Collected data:
____

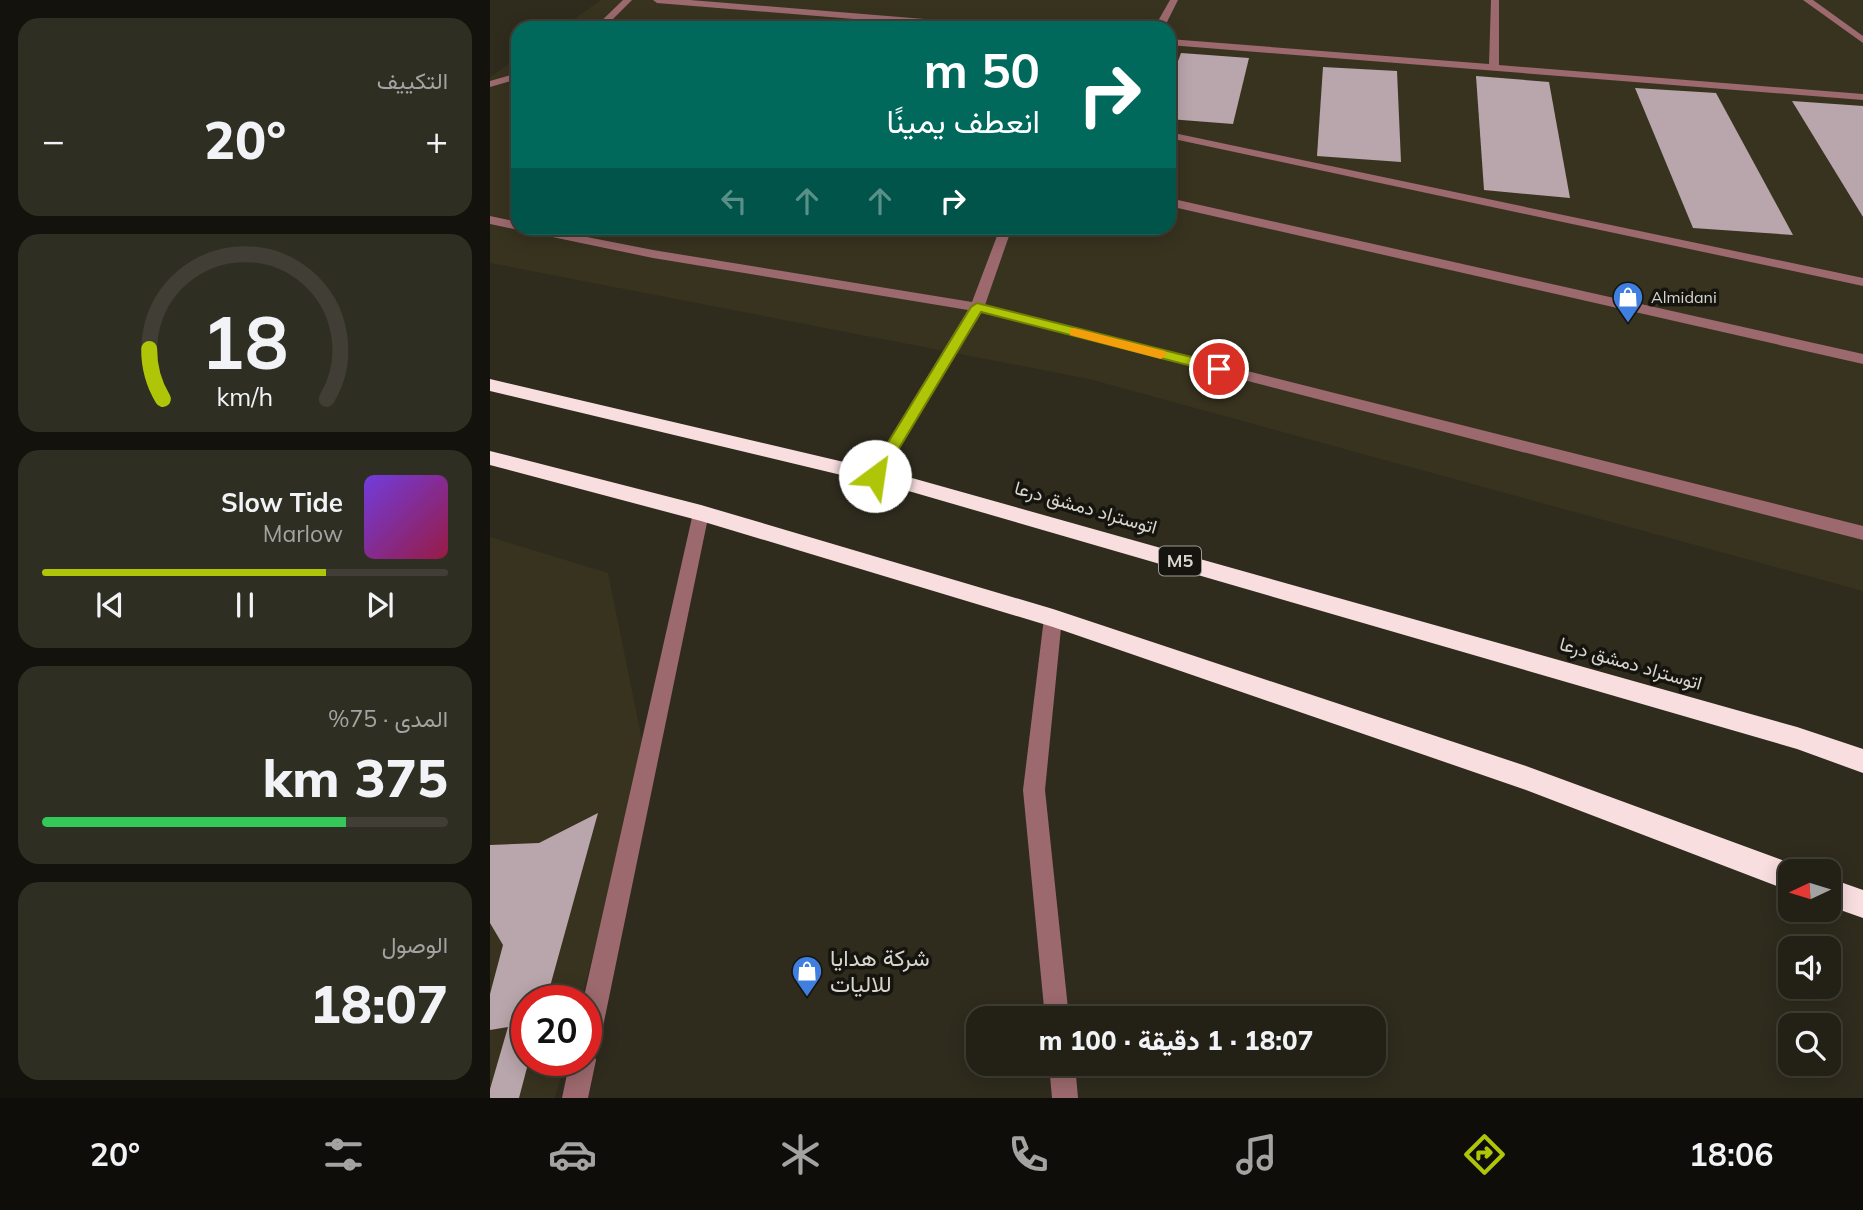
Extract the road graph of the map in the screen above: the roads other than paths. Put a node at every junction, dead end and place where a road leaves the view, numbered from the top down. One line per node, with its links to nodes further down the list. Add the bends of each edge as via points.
1 (628, 0): 6 (street)
2 (657, 0): 7 (street)
3 (1174, 0): 8 (street)
4 (1494, 0): 11 (street)
5 (1807, 0): 9 (street)
6 (606, 21)
7 (913, 21)
8 (1163, 21)
9 (1863, 40)
10 (1176, 43): 11 (street)
11 (1493, 68): 14 (street)
12 (511, 78): 13 (street)
13 (490, 84)
14 (1863, 97)
15 (1176, 136): 21 (street)
16 (1176, 204): 23 (street)
17 (490, 220): 18 (street)
18 (511, 224)
19 (559, 235): 22 (street)
20 (1003, 235): 22 (street)
21 (1863, 282)
22 (977, 307): 26 (street); 28 (street)
23 (1863, 359)
24 (490, 385): 26 (highway, اتوستراد دمشق درعا / M5)
25 (490, 458): 27 (highway)
26 (875, 476): 30 (highway, اتوستراد دمشق درعا / M5, via 1783,734)
27 (701, 513): 29 (highway); 34 (street)
28 (1863, 533)
29 (1053, 618): 31 (highway, via 1526,778); 35 (street, via 1034,790)
30 (1863, 761)
31 (1778, 872)
32 (1841, 896): 33 (highway)
33 (1863, 904)
34 (599, 985)
35 (1056, 1006)
36 (580, 1076): 38 (street)
37 (1063, 1076): 39 (street)
38 (575, 1098)
39 (1065, 1098)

____

WHAT IS EXPECTED
Leaving every image behind, repeat the data in full and exactly.

TASK RESPONSE
Extract the road graph of the map in the screen above: the roads other than paths. Put a node at every junction, dead end and place where a road leaves the view, numbered from the top down. One line per node, with its links to nodes further down the list. Add the bends of each edge as via points.
1 (628, 0): 6 (street)
2 (657, 0): 7 (street)
3 (1174, 0): 8 (street)
4 (1494, 0): 11 (street)
5 (1807, 0): 9 (street)
6 (606, 21)
7 (913, 21)
8 (1163, 21)
9 (1863, 40)
10 (1176, 43): 11 (street)
11 (1493, 68): 14 (street)
12 (511, 78): 13 (street)
13 (490, 84)
14 (1863, 97)
15 (1176, 136): 21 (street)
16 (1176, 204): 23 (street)
17 (490, 220): 18 (street)
18 (511, 224)
19 (559, 235): 22 (street)
20 (1003, 235): 22 (street)
21 (1863, 282)
22 (977, 307): 26 (street); 28 (street)
23 (1863, 359)
24 (490, 385): 26 (highway, اتوستراد دمشق درعا / M5)
25 (490, 458): 27 (highway)
26 (875, 476): 30 (highway, اتوستراد دمشق درعا / M5, via 1783,734)
27 (701, 513): 29 (highway); 34 (street)
28 (1863, 533)
29 (1053, 618): 31 (highway, via 1526,778); 35 (street, via 1034,790)
30 (1863, 761)
31 (1778, 872)
32 (1841, 896): 33 (highway)
33 (1863, 904)
34 (599, 985)
35 (1056, 1006)
36 (580, 1076): 38 (street)
37 (1063, 1076): 39 (street)
38 (575, 1098)
39 (1065, 1098)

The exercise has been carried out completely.